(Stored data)
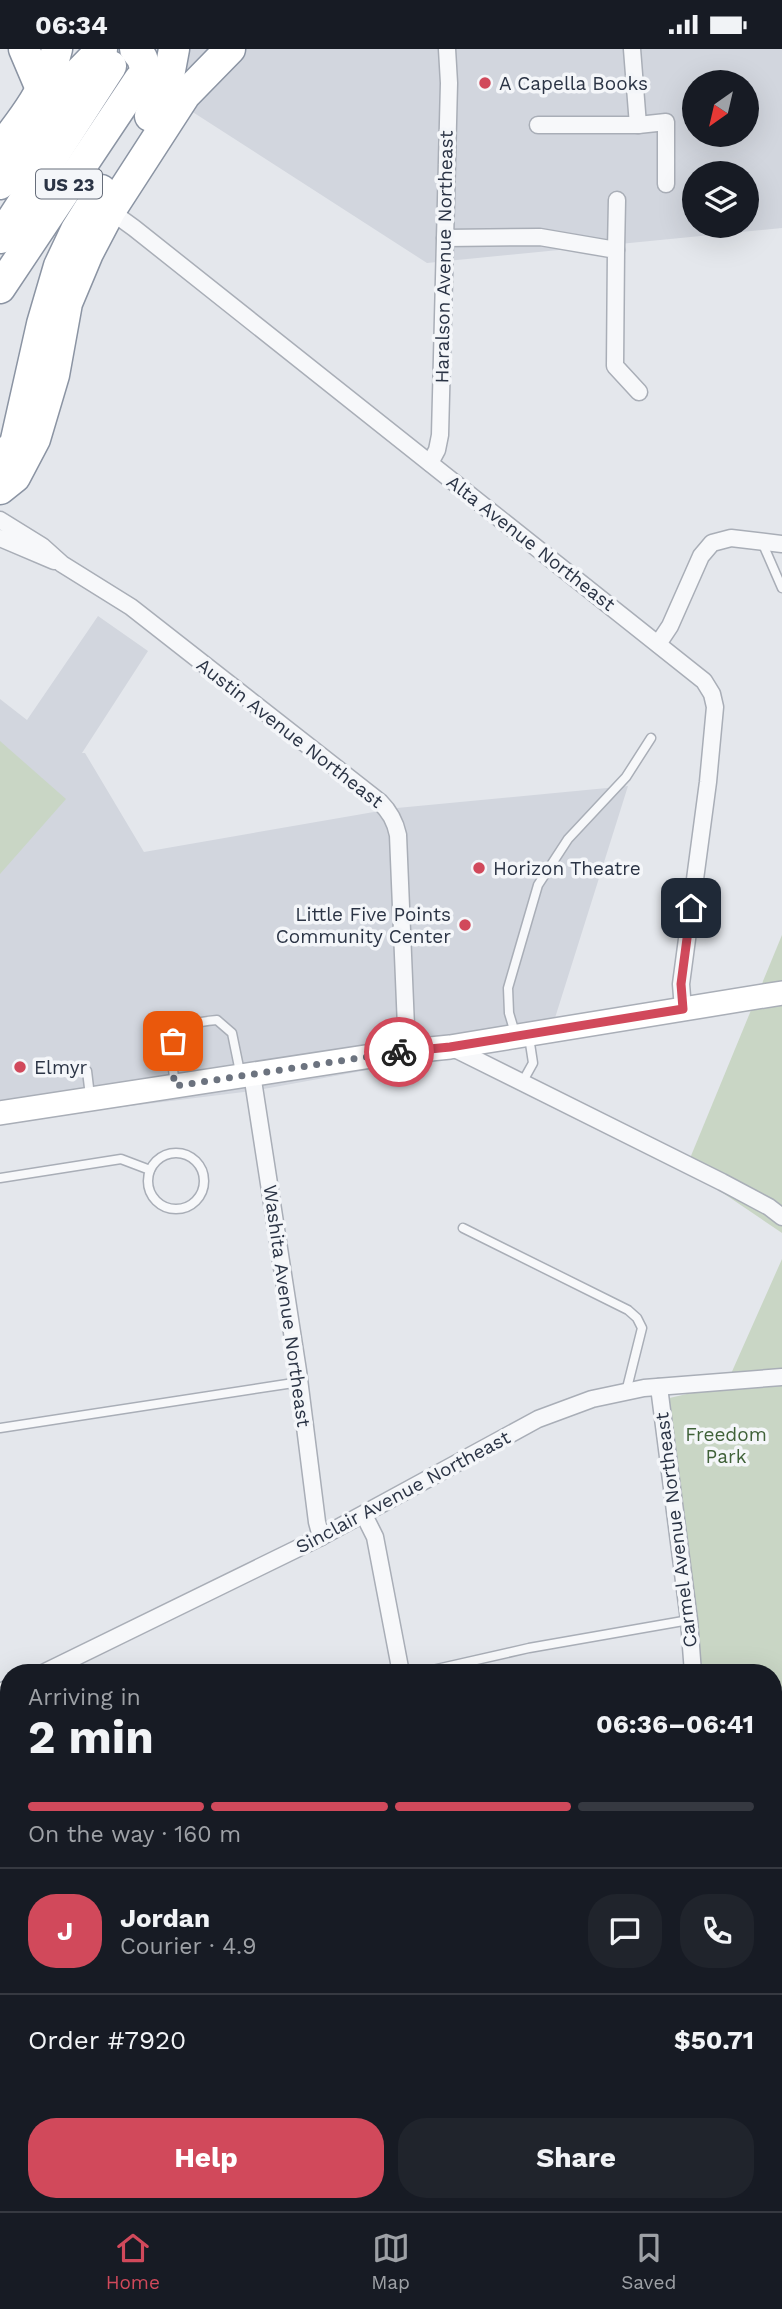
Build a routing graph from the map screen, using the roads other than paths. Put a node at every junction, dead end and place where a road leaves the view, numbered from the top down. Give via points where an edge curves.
1 (24, 49) edge
2 (57, 49) edge
3 (72, 49) edge
4 (174, 49) edge
5 (190, 49) edge
6 (230, 49) edge
7 (447, 49) edge
8 (632, 49) edge
9 (116, 55) edge
10 (139, 80) dead end
11 (54, 87) junction
12 (185, 96) junction
13 (155, 108) junction
14 (538, 125) dead end
15 (638, 125) junction
16 (0, 148) edge
17 (0, 184) edge
18 (666, 184) dead end
19 (617, 200) dead end
20 (102, 205) junction
21 (0, 238) edge
22 (444, 239) junction
23 (616, 250) junction
24 (0, 288) edge
25 (639, 392) dead end
26 (430, 463) junction
27 (2, 478) edge
28 (3, 528) edge
29 (762, 542) junction
30 (782, 544) edge
31 (782, 587) edge
32 (658, 644) junction
33 (651, 738) dead end
34 (782, 993) edge
35 (683, 1009) junction
36 (522, 1035) junction
37 (450, 1047) junction
38 (407, 1051) junction
39 (87, 1071) dead end
40 (246, 1075) junction
41 (523, 1081) junction
42 (175, 1086) junction
43 (90, 1099) junction
44 (0, 1113) edge
45 (150, 1170) junction
46 (0, 1178) edge
47 (782, 1217) edge
48 (463, 1228) dead end
49 (782, 1377) edge
50 (300, 1383) junction
51 (659, 1387) junction
52 (626, 1392) junction
53 (0, 1428) edge
54 (364, 1515) junction
55 (321, 1537) junction
56 (689, 1620) junction
57 (61, 1664) edge
58 (399, 1664) edge
59 (459, 1664) edge
60 (692, 1664) edge

1 - 11 highway
2 - 11 highway
3 - 11 highway
4 - 13 highway via 166,92
5 - 12 highway
6 - 12 highway
7 - 22 street, Haralson Avenue Northeast
8 - 15 street
9 - 11 highway
9 - 13 highway via 142,58
9 - 21 highway, US 23
10 - 24 highway, US 23
11 - 16 highway
11 - 17 highway via 31,145
12 - 20 highway
13 - 20 highway
14 - 15 street
15 - 18 street via 666,122
19 - 23 street
20 - 26 street, Alta Avenue Northeast
20 - 27 highway via 67,303 54,375 34,439 15,477
22 - 23 street via 540,237
22 - 26 street, Haralson Avenue Northeast via 440,435
23 - 25 street via 615,366
26 - 32 street, Alta Avenue Northeast
27 - 28 street, Austin Avenue Northeast
28 - 38 street, Austin Avenue Northeast via 42,546 131,607 389,811 398,835
29 - 30 street
29 - 31 lane
29 - 32 street via 731,538 712,543 701,556
32 - 35 street, Alta Avenue Northeast via 704,681 715,707 681,984
33 - 36 lane via 626,777 568,839 538,885 508,988 509,1013
34 - 35 street
35 - 36 street
36 - 37 street
36 - 41 lane via 533,1063
37 - 38 street
37 - 41 street
38 - 40 street
39 - 43 lane
40 - 42 street
40 - 42 lane via 232,1033 217,1020 194,1022 181,1029 173,1041 170,1053
40 - 50 street, Washita Avenue Northeast
41 - 47 street
42 - 43 street
43 - 44 street
45 - 45 lane via 163,1156 180,1153 197,1163 203,1173 201,1192 183,1208 167,1207 149,1189
45 - 46 lane via 121,1159
48 - 52 lane via 638,1318 642,1328
49 - 51 street, Sinclair Avenue Northeast
50 - 53 lane
50 - 55 street, Washita Avenue Northeast
51 - 52 street, Sinclair Avenue Northeast
51 - 56 street, Carmel Avenue Northeast
52 - 54 street, Sinclair Avenue Northeast via 538,1419
54 - 55 street, Sinclair Avenue Northeast
54 - 58 street via 375,1537
55 - 57 street, Sinclair Avenue Northeast
56 - 59 lane
56 - 60 street, Carmel Avenue Northeast

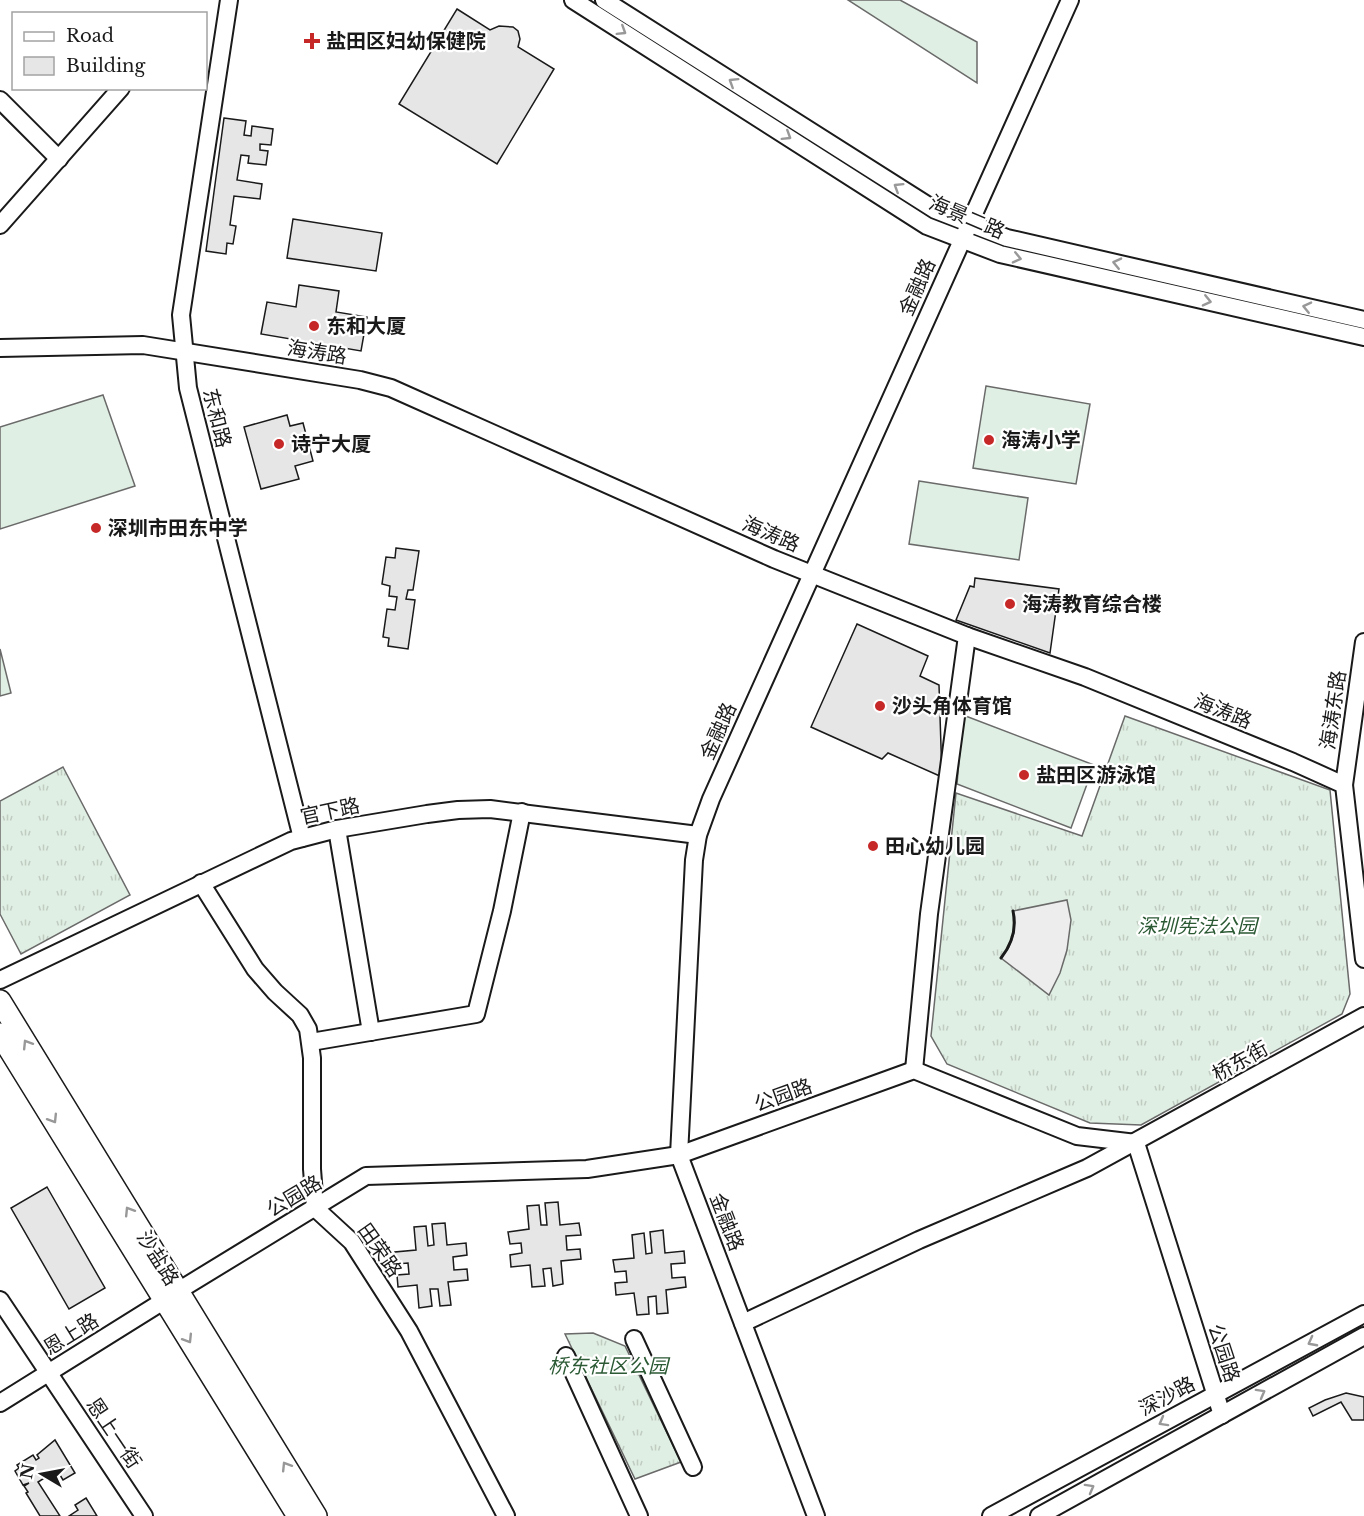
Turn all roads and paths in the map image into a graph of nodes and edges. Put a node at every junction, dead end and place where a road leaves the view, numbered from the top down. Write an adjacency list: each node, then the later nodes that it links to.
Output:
1 (229, 0): 13 (street, 东和路)
2 (573, 0): 9 (street, 海景二路, one-way to 9)
3 (604, 0): 9 (street, 海景二路, one-way to 3)
4 (1070, 0): 9 (street, 金融路)
5 (118, 90): 7 (street)
6 (0, 100): 7 (street)
7 (59, 159): 8 (street)
8 (0, 225)
9 (965, 231): 10 (street, 海景二路, one-way to 9); 11 (street, 海景二路, one-way to 11); 14 (street, 金融路)
10 (1364, 320)
11 (1364, 337)
12 (0, 348): 13 (street, 海涛路)
13 (183, 352): 14 (street, 海涛路); 21 (street, 东和路)
14 (811, 574): 15 (street, 海涛路); 20 (street, 金融路)
15 (968, 636): 17 (street, 海涛路); 30 (street)
16 (1364, 642): 17 (street, 海涛东路)
17 (1344, 785): 23 (street)
18 (522, 812): 19 (street, 官下路); 20 (street, 官下路); 27 (street)
19 (337, 829): 21 (street, 官下路); 27 (street)
20 (698, 835): 32 (street, 金融路)
21 (302, 838): 22 (street, 官下路)
22 (201, 883): 24 (street, 官下路); 29 (street)
23 (1364, 959)
24 (0, 980)
25 (0, 1001): 34 (main road, 沙盐路, one-way to 25)
26 (1364, 1017): 31 (street, 桥东街)
27 (371, 1032): 29 (street)
28 (0, 1034): 34 (main road, 沙盐路, one-way to 34)
29 (311, 1042): 33 (street)
30 (914, 1070): 31 (street); 32 (street, 公园路)
31 (1136, 1143): 37 (street, 桥东街); 42 (street, 公园路)
32 (679, 1155): 33 (street, 公园路); 37 (street, 金融路)
33 (315, 1208): 34 (street, 公园路); 49 (street, 田荣路)
34 (171, 1295): 41 (street, 恩上路); 47 (main road, 沙盐路, one-way to 47); 48 (main road, 沙盐路, one-way to 34)
35 (0, 1300): 41 (street, 恩上一街)
36 (1364, 1314): 42 (street, 深沙路, one-way to 42)
37 (743, 1323): 51 (street, 金融路)
38 (1364, 1336): 44 (street, one-way to 38)
39 (634, 1340): 45 (street)
40 (566, 1356): 50 (street)
41 (49, 1373): 43 (street, 恩上路); 46 (street, 恩上一街)
42 (1215, 1394): 44 (street, 公园路); 52 (street, 深沙路, one-way to 52)
43 (0, 1404)
44 (1222, 1415): 53 (street, one-way to 44)
45 (693, 1467)
46 (144, 1516)
47 (298, 1516)
48 (316, 1516)
49 (506, 1516)
50 (639, 1516)
51 (816, 1516)
52 (991, 1516)
53 (1039, 1516)

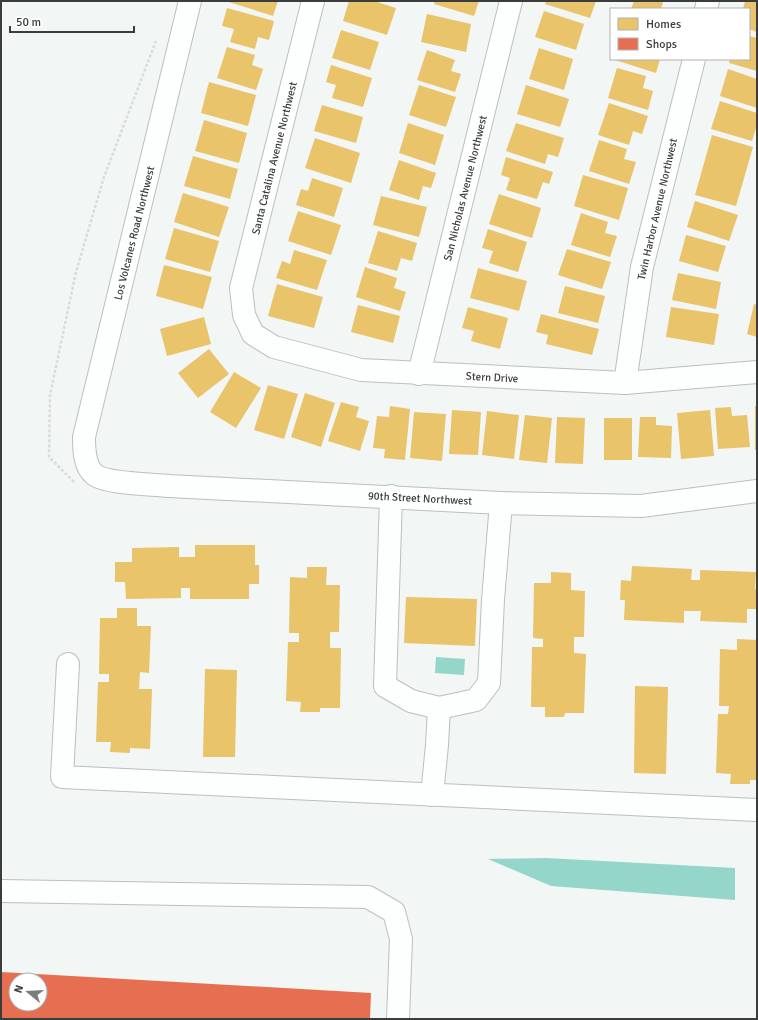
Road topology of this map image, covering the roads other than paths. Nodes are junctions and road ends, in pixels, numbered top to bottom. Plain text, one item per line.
1 (190, 1) edge
2 (313, 1) edge
3 (511, 1) edge
4 (694, 60) edge
5 (244, 316) joint
6 (757, 372) edge
7 (419, 374) junction
8 (625, 384) junction
9 (88, 465) joint
10 (757, 491) edge
11 (391, 496) junction
12 (501, 503) junction
13 (68, 664) dead end
14 (439, 708) junction
15 (432, 795) junction
16 (757, 810) edge
17 (1, 891) edge
18 (398, 1019) edge

1 - 9 street, Los Volcanes Road Northwest
2 - 5 street, Santa Catalina Avenue Northwest
3 - 7 street, San Nicholas Avenue Northwest
4 - 8 street, Twin Harbor Avenue Northwest
5 - 7 street, Stern Drive
6 - 8 street, Stern Drive
7 - 8 street, Stern Drive
9 - 11 street, 90th Street Northwest
10 - 12 street, 90th Street Northwest
11 - 12 street, 90th Street Northwest
11 - 14 street
12 - 14 street
13 - 15 street
14 - 15 street
15 - 16 street
17 - 18 street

WHAT YOU NEED TO DO
Your output must be the exact lines from the one containing "Road topology of" through the end of the data above, both included, and nothing more.

EXERCISE RESULT
Road topology of this map image, covering the roads other than paths. Nodes are junctions and road ends, in pixels, numbered top to bottom. Plain text, one item per line.
1 (190, 1) edge
2 (313, 1) edge
3 (511, 1) edge
4 (694, 60) edge
5 (244, 316) joint
6 (757, 372) edge
7 (419, 374) junction
8 (625, 384) junction
9 (88, 465) joint
10 (757, 491) edge
11 (391, 496) junction
12 (501, 503) junction
13 (68, 664) dead end
14 (439, 708) junction
15 (432, 795) junction
16 (757, 810) edge
17 (1, 891) edge
18 (398, 1019) edge

1 - 9 street, Los Volcanes Road Northwest
2 - 5 street, Santa Catalina Avenue Northwest
3 - 7 street, San Nicholas Avenue Northwest
4 - 8 street, Twin Harbor Avenue Northwest
5 - 7 street, Stern Drive
6 - 8 street, Stern Drive
7 - 8 street, Stern Drive
9 - 11 street, 90th Street Northwest
10 - 12 street, 90th Street Northwest
11 - 12 street, 90th Street Northwest
11 - 14 street
12 - 14 street
13 - 15 street
14 - 15 street
15 - 16 street
17 - 18 street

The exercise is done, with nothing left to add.